◆ Exercise goal ◆
Transcribe the lines below exactly. No image belongs in the transcription.

☆ ☆ ☆ ☆ ☆

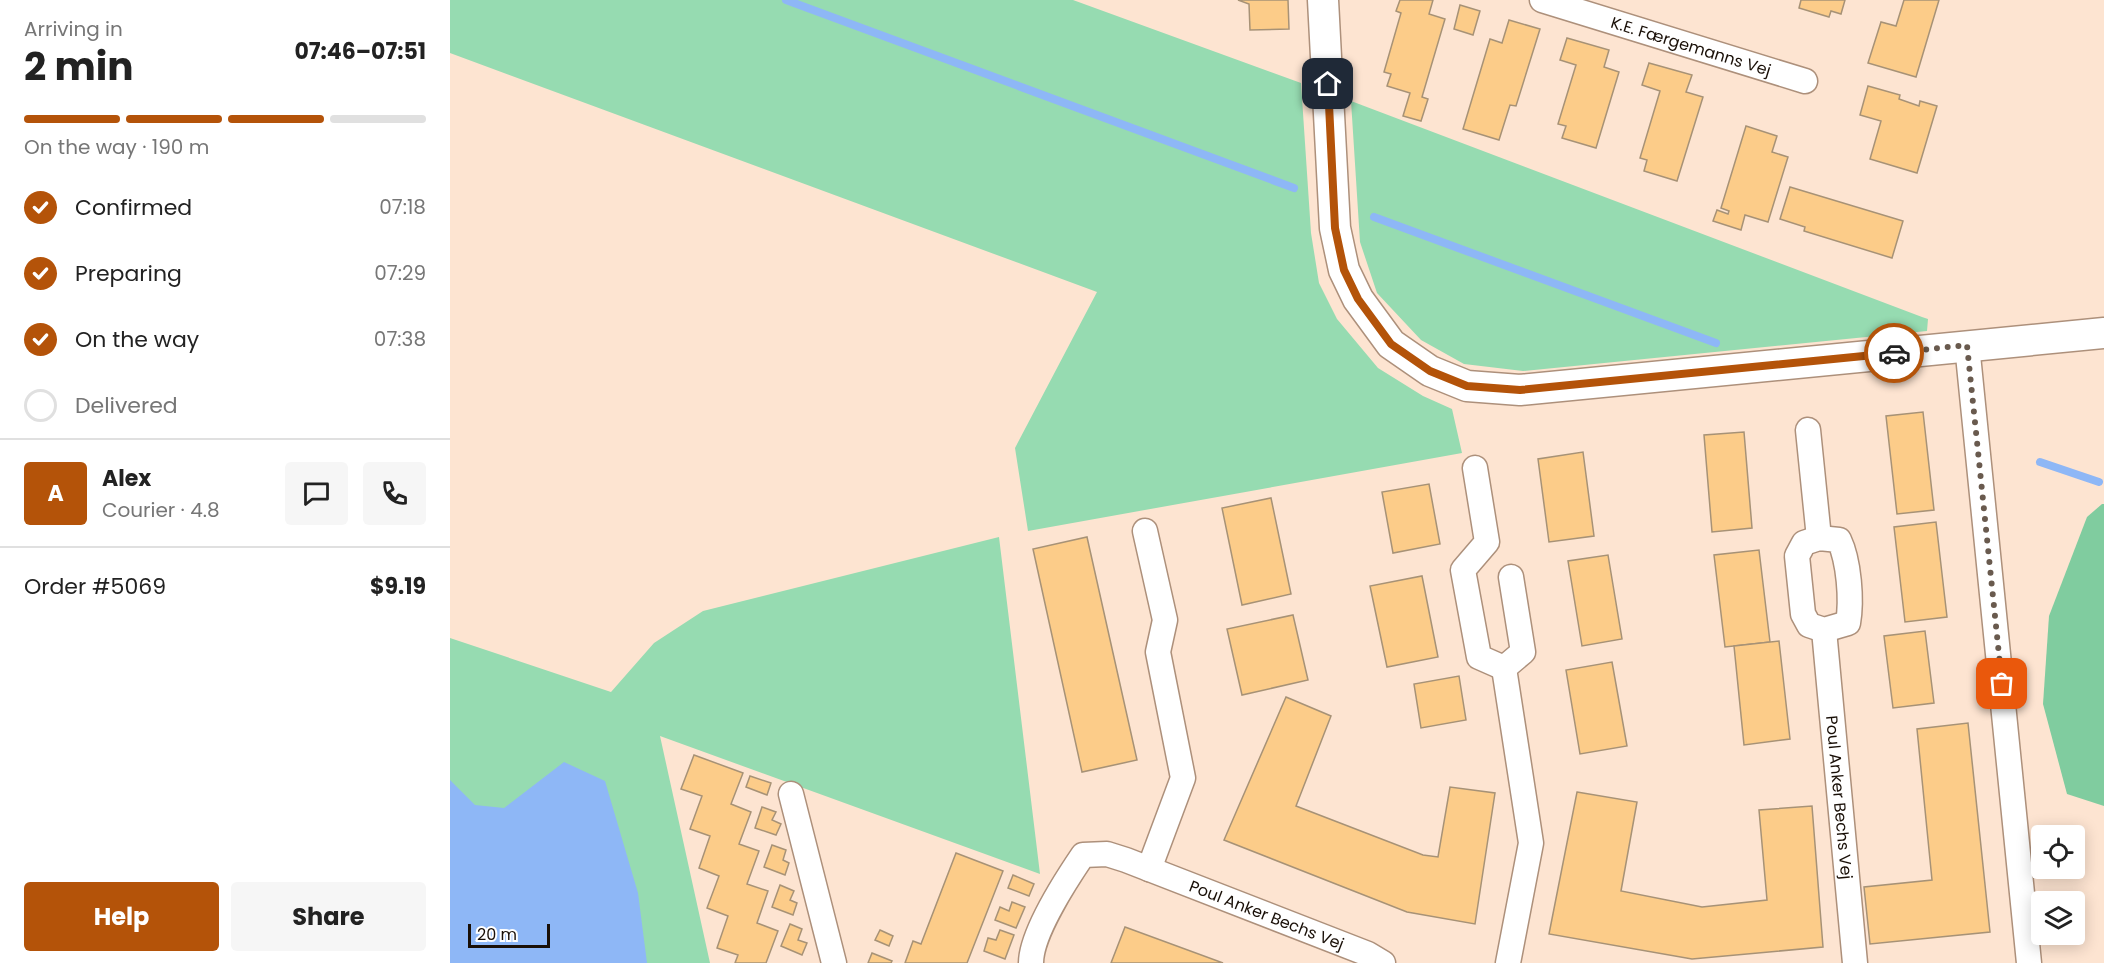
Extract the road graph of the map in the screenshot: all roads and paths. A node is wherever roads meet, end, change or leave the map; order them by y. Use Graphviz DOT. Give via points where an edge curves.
graph roads {
  1 [pos="1323,0"];
  2 [pos="1542,0"];
  3 [pos="1805,81"];
  4 [pos="2104,333"];
  5 [pos="1967,345"];
  6 [pos="1808,430"];
  7 [pos="1475,468"];
  8 [pos="1145,531"];
  9 [pos="1818,537"];
  10 [pos="1511,577"];
  11 [pos="1824,630"];
  12 [pos="1504,668"];
  13 [pos="791,794"];
  14 [pos="1149,869"];
  15 [pos="834,963"];
  16 [pos="1031,963"];
  17 [pos="1383,963"];
  18 [pos="1508,963"];
  19 [pos="1855,963"];
  20 [pos="2030,963"];
  1 -- 5 [label="street" via="1335,228 1344,270 1358,299 1391,344 1430,371 1467,386 1520,390"];
  2 -- 3 [label="street, K.E. Færgemanns Vej"];
  4 -- 5 [label="street"];
  5 -- 20 [label="street"];
  6 -- 9 [label="street"];
  7 -- 12 [label="street" via="1487,542 1463,570 1479,657"];
  8 -- 14 [label="street" via="1165,620 1158,652 1183,778"];
  9 -- 11 [label="street" via="1804,543 1797,556 1803,614 1809,625"];
  9 -- 11 [label="street" via="1839,540 1845,552 1850,609 1848,622"];
  10 -- 12 [label="street" via="1523,652"];
  11 -- 19 [label="street, Poul Anker Bechs Vej"];
  12 -- 18 [label="street" via="1531,843"];
  13 -- 15 [label="street"];
  14 -- 16 [label="street, Poul Anker Bechs Vej" via="1107,855 1083,855 1060,888 1031,951"];
  14 -- 17 [label="street, Poul Anker Bechs Vej"];
}
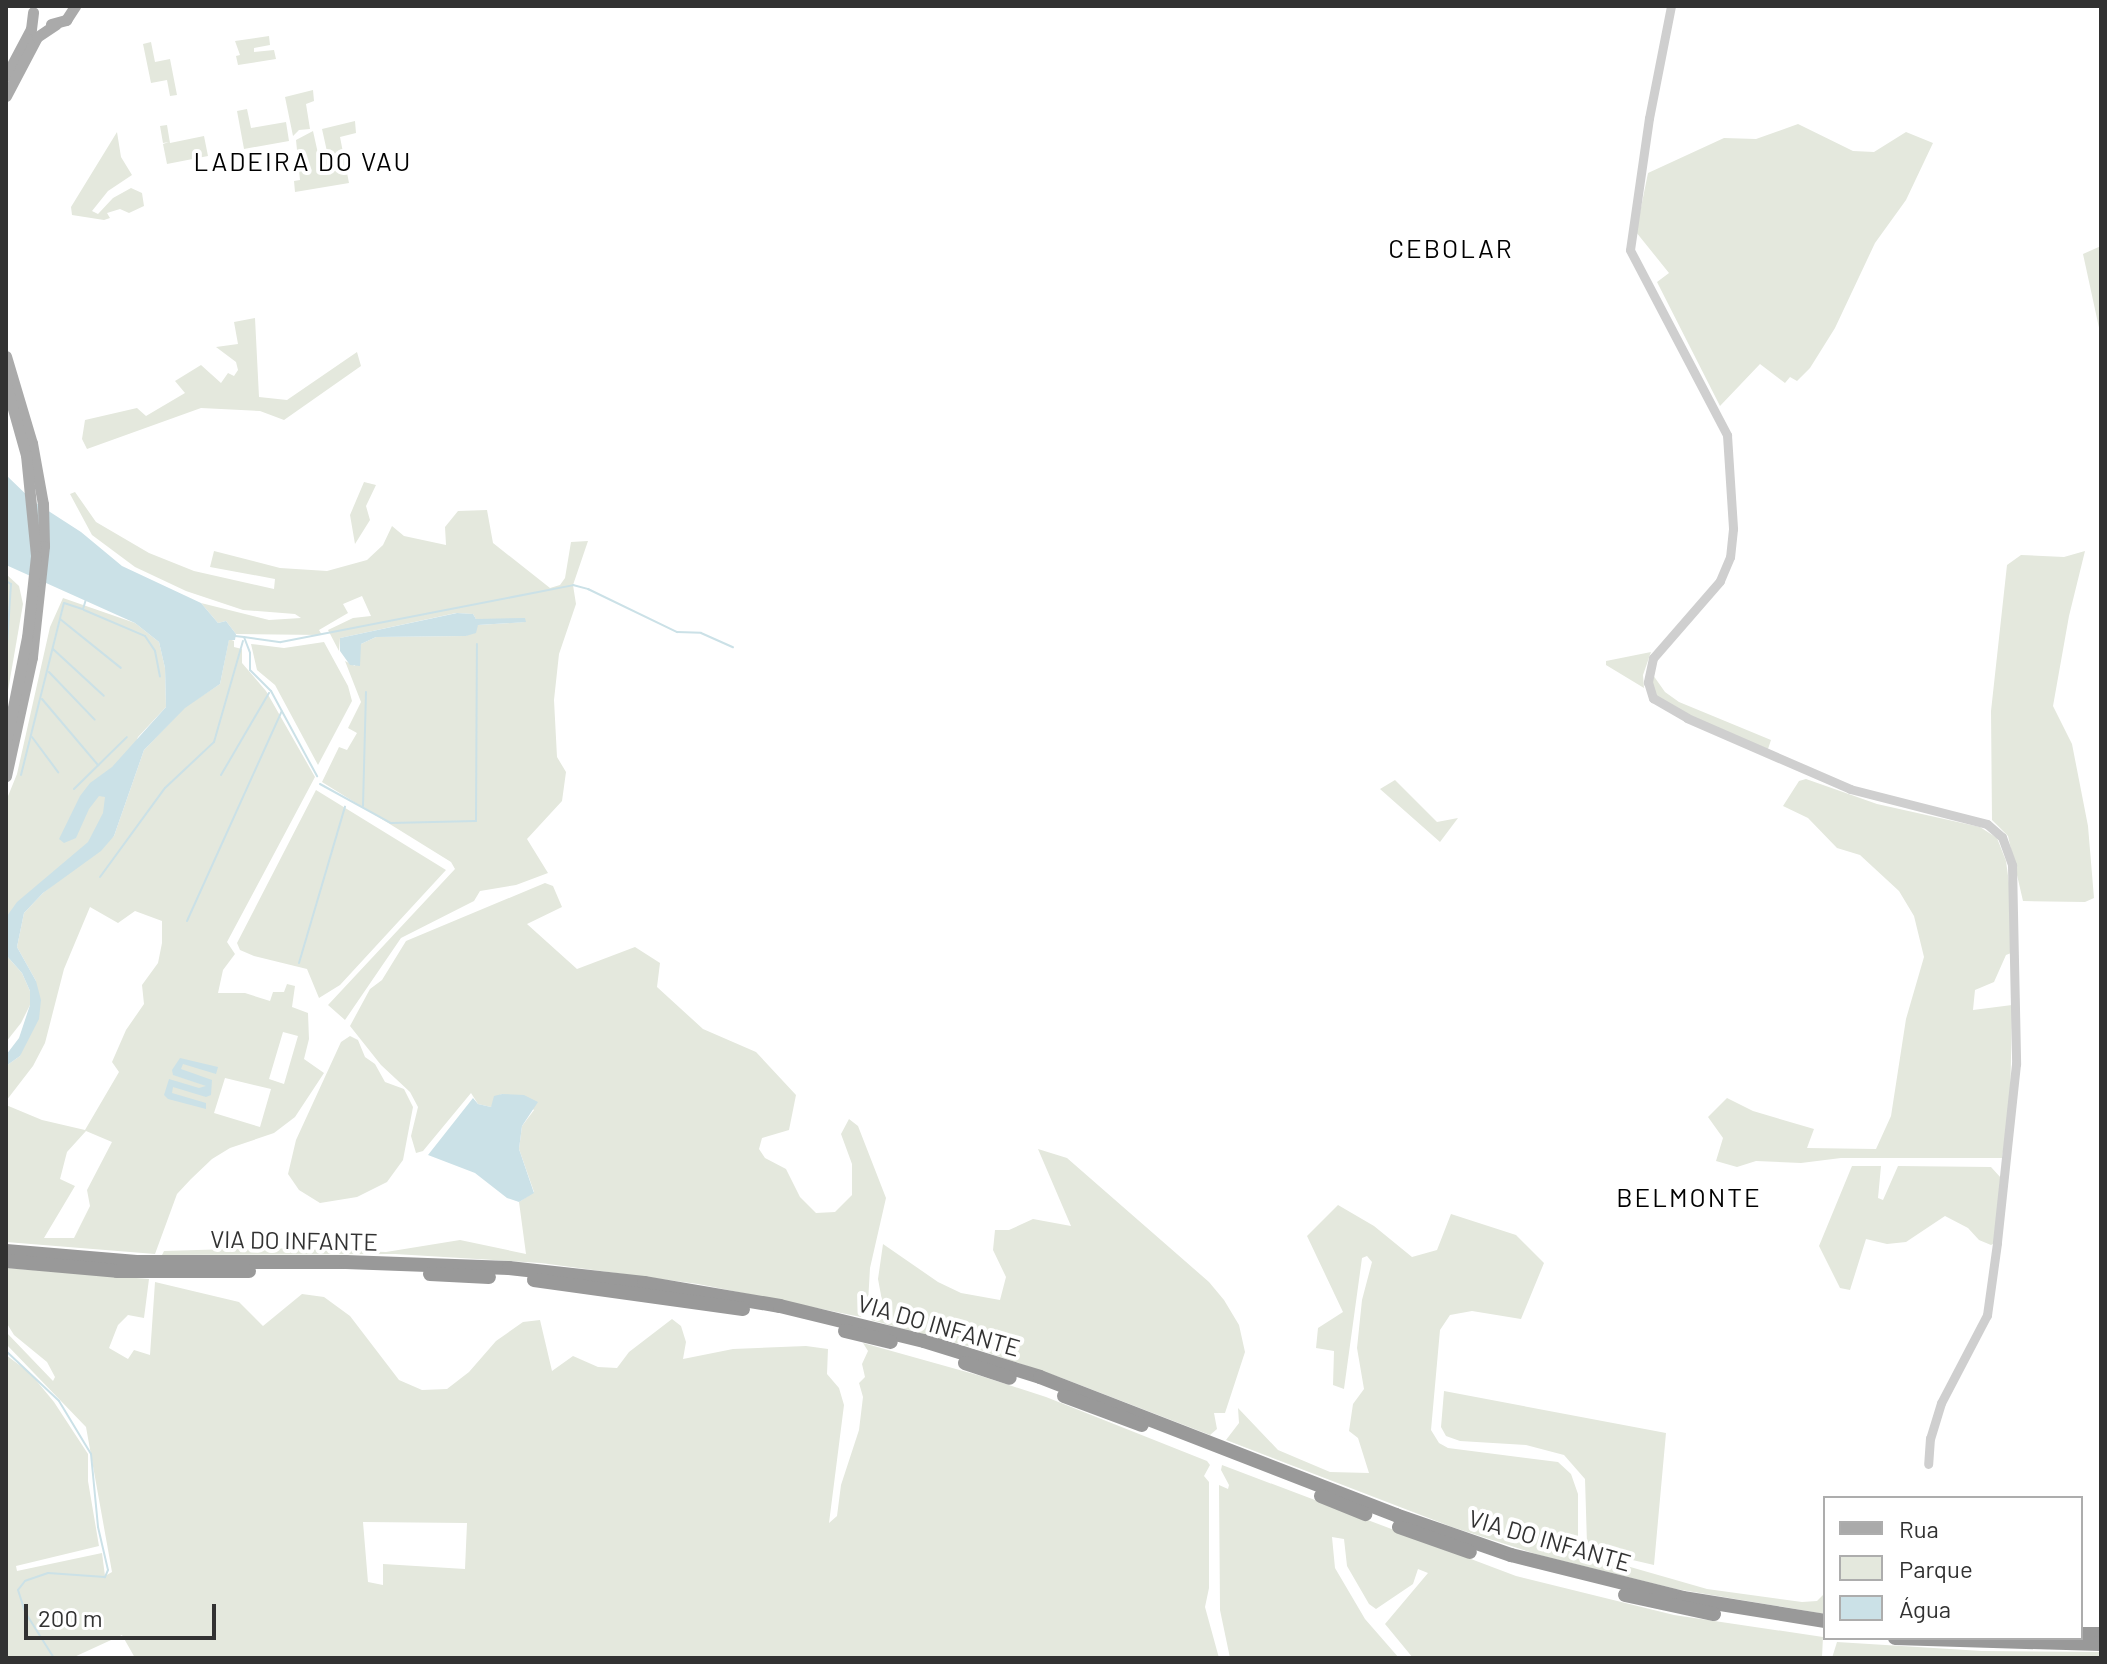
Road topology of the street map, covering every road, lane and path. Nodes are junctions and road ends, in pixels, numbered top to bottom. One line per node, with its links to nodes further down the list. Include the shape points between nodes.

☆ ☆ ☆ ☆ ☆

◆ Result of the task ◆
Extract the road graph of the map in the screenshot: all roads and paths. A node is wherever roads meet, end, change or leave the map; order them by y. Use Graphviz DOT. Give via points where an edge curves.
graph roads {
  1 [pos="1323,0"];
  2 [pos="1542,0"];
  3 [pos="1805,81"];
  4 [pos="2104,333"];
  5 [pos="1967,345"];
  6 [pos="1808,430"];
  7 [pos="1475,468"];
  8 [pos="1145,531"];
  9 [pos="1818,537"];
  10 [pos="1511,577"];
  11 [pos="1824,630"];
  12 [pos="1504,668"];
  13 [pos="791,794"];
  14 [pos="1149,869"];
  15 [pos="834,963"];
  16 [pos="1031,963"];
  17 [pos="1383,963"];
  18 [pos="1508,963"];
  19 [pos="1855,963"];
  20 [pos="2030,963"];
  1 -- 5 [label="street" via="1335,228 1344,270 1358,299 1391,344 1430,371 1467,386 1520,390"];
  2 -- 3 [label="street, K.E. Færgemanns Vej"];
  4 -- 5 [label="street"];
  5 -- 20 [label="street"];
  6 -- 9 [label="street"];
  7 -- 12 [label="street" via="1487,542 1463,570 1479,657"];
  8 -- 14 [label="street" via="1165,620 1158,652 1183,778"];
  9 -- 11 [label="street" via="1804,543 1797,556 1803,614 1809,625"];
  9 -- 11 [label="street" via="1839,540 1845,552 1850,609 1848,622"];
  10 -- 12 [label="street" via="1523,652"];
  11 -- 19 [label="street, Poul Anker Bechs Vej"];
  12 -- 18 [label="street" via="1531,843"];
  13 -- 15 [label="street"];
  14 -- 16 [label="street, Poul Anker Bechs Vej" via="1107,855 1083,855 1060,888 1031,951"];
  14 -- 17 [label="street, Poul Anker Bechs Vej"];
}
Road topology of the street map, covering every road, lane and path. Nodes are junctions and road ends, in pixels, numbered top to bottom. One line per node, with its links to nodes further down the list. Include the shape points between nodes.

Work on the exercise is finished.